Palm oil consists of following Fats:

  • Glyceryl Laurate (saturated): 0.1%
  • Myristate (saturated): 1%
  • Palmitate (saturated): 44%
  • Stearate (saturated): 5%
  • Oleate (monounsaturated): 39%
  • Linoleate (polyunsaturated): 10%
  • Alpha-Linolenate (polyunsaturated): 0.3%

Sunflower and palm oils are naturally occurring oils, which are obtained by their respective ingredients and constituents. There are quite diverse factors in both the oils, i.e. sunflower oil has the quality to cure the cardiovascular disorders, whereas the excess consumptions of palm oils increase the risks of cardiovascular disorders. Another factor which differentiates both the oils is the cost factor, as palm oils are considered to be the cheapest of all oils. Both the oils have vast applications in their respective fields, for example: sunflower oil is used as emollients; while palm oils are used in production of biodiesels.

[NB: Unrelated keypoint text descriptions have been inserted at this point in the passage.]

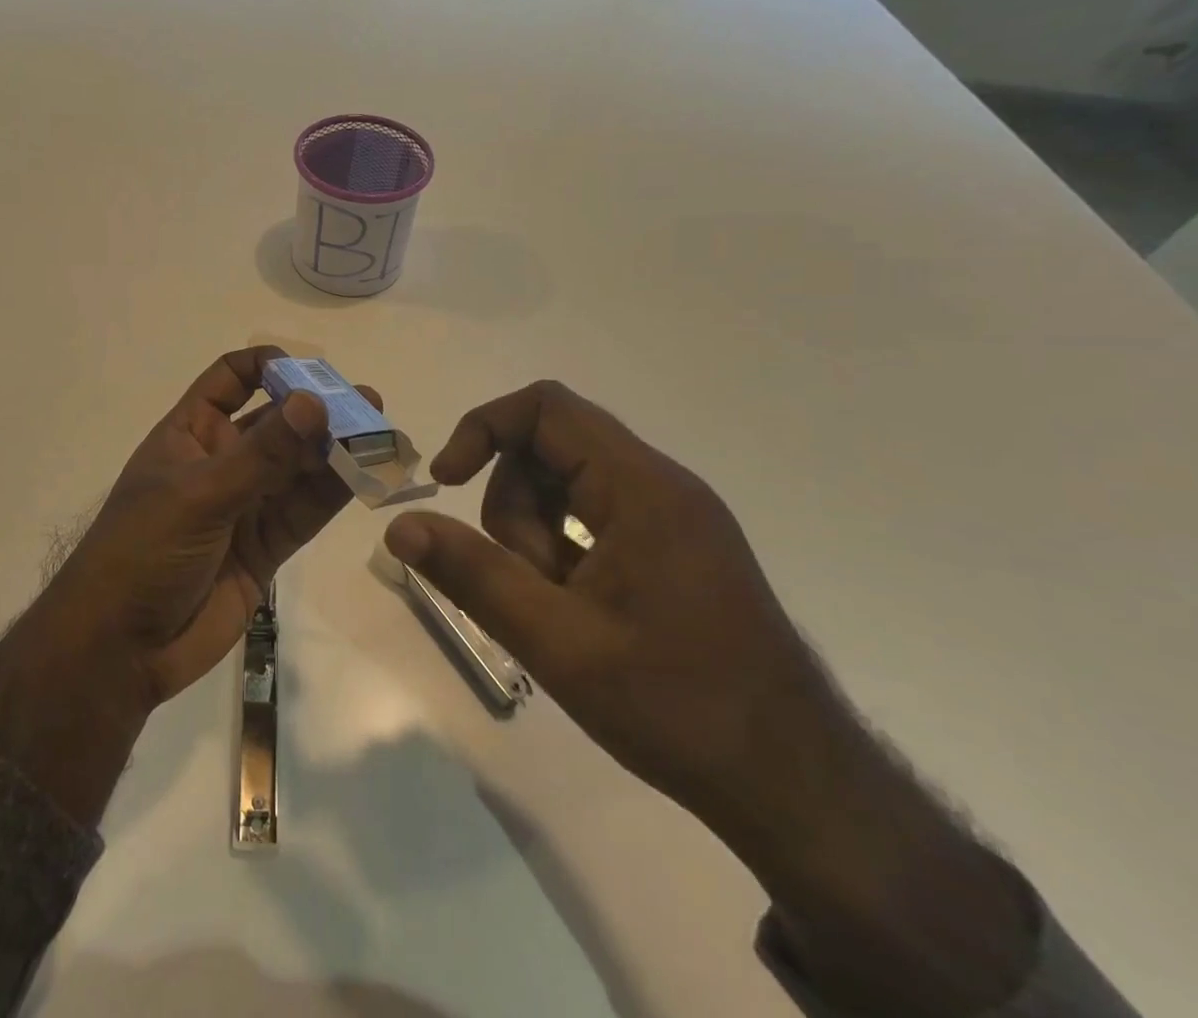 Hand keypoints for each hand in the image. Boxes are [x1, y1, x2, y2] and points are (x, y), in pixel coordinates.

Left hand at [0, 347, 375, 823]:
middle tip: (367, 403)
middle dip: (317, 410)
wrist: (120, 649)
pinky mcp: (266, 546)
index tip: (309, 372)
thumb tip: (314, 402)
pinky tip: (367, 475)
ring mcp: (245, 504)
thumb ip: (262, 455)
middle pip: (276, 422)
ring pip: (298, 467)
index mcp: (190, 434)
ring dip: (336, 450)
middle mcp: (221, 461)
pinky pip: (305, 511)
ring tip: (381, 434)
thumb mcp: (199, 495)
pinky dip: (334, 493)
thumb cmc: (142, 552)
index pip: (230, 379)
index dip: (267, 366)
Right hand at [384, 378, 816, 825]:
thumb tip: (399, 527)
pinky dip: (565, 551)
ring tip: (559, 610)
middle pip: (550, 448)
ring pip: (567, 487)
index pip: (544, 408)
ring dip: (537, 537)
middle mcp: (661, 485)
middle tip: (525, 582)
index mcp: (641, 487)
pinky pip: (594, 518)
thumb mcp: (557, 641)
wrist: (797, 788)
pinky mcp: (675, 548)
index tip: (447, 484)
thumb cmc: (676, 707)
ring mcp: (673, 517)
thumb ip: (472, 574)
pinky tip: (578, 613)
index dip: (482, 429)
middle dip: (513, 507) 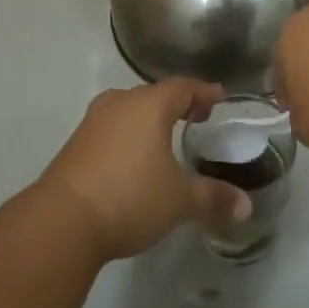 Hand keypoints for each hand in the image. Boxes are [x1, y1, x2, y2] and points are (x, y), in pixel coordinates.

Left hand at [36, 80, 251, 262]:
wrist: (62, 219)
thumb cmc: (130, 196)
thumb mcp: (179, 200)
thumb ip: (213, 198)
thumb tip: (245, 206)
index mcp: (149, 105)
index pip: (183, 87)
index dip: (203, 92)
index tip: (218, 98)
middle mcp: (121, 102)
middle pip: (154, 95)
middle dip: (176, 104)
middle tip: (195, 118)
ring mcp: (94, 121)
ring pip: (129, 110)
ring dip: (148, 120)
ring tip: (164, 138)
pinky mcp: (76, 143)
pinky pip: (111, 129)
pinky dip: (127, 136)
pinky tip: (132, 159) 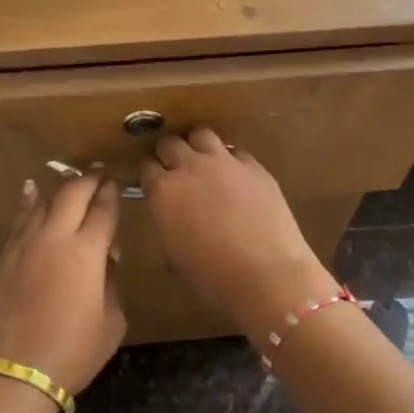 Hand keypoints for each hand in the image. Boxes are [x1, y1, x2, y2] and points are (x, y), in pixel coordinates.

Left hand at [0, 174, 124, 395]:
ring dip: (60, 186)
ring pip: (43, 200)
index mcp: (87, 252)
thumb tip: (105, 259)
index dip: (111, 193)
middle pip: (72, 193)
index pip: (103, 209)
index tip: (116, 182)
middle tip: (98, 172)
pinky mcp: (4, 257)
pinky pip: (18, 219)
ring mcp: (24, 244)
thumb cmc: (73, 352)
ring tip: (71, 177)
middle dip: (88, 178)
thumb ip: (111, 283)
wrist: (15, 373)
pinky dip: (27, 201)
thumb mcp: (111, 322)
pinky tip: (30, 190)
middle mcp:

Comparison between Sunflower Oil and Palm Oil:

 

Sunflower Oil

Palm Oil

Obtained from

Sunflower seeds

Palm oil plants

Color

light amber in color

slightly red in color

Origin

Russia

Africa

Rich in

Contains vitamins E and K

Contains beta carotene and vitamin E

Types

  • High Linoleic
  • High Oleic
  • Mid Oleic
  • Red palm oil
  • Refined, bleached, deodorized palm oil

Polyunsaturated fats

Good source of mono and polyunsaturated fats: 79% and 7%

Low in mono and polyunsaturated fats: 38% and 10%

Saturated fats

Low in saturated fat: 14%

High in saturated fat: 52%

Smoke point

High smoke point: good for searing, browning, high-heat frying

High smoke point: good for searing, browning, high-heat frying

Also used in applications as

along with boidiesel also as emollient

biodiesel

Issues

Advised by physicians for cardiovascular problems

Not good for cardiovascular disorders

Cost factor

Costly

Cheaper

Heath effects

  • Cardiovascular Benefits
  • Prevents Arthritis
  • Prevention of Asthma and Colon Cancer
  • Lowers Cholesterol
  • Prevention of Other Cancers
  • Fights Free Radicals
  • Reduction of Cardiac Problems
  • Healthy Nervous System
  • Prevention of Infant Infection
  • Maintenance of Healthy Immune System
  • Repairs the Body

Excess consumption of palm oil results in obesity which further may give rise to many health issues and problems.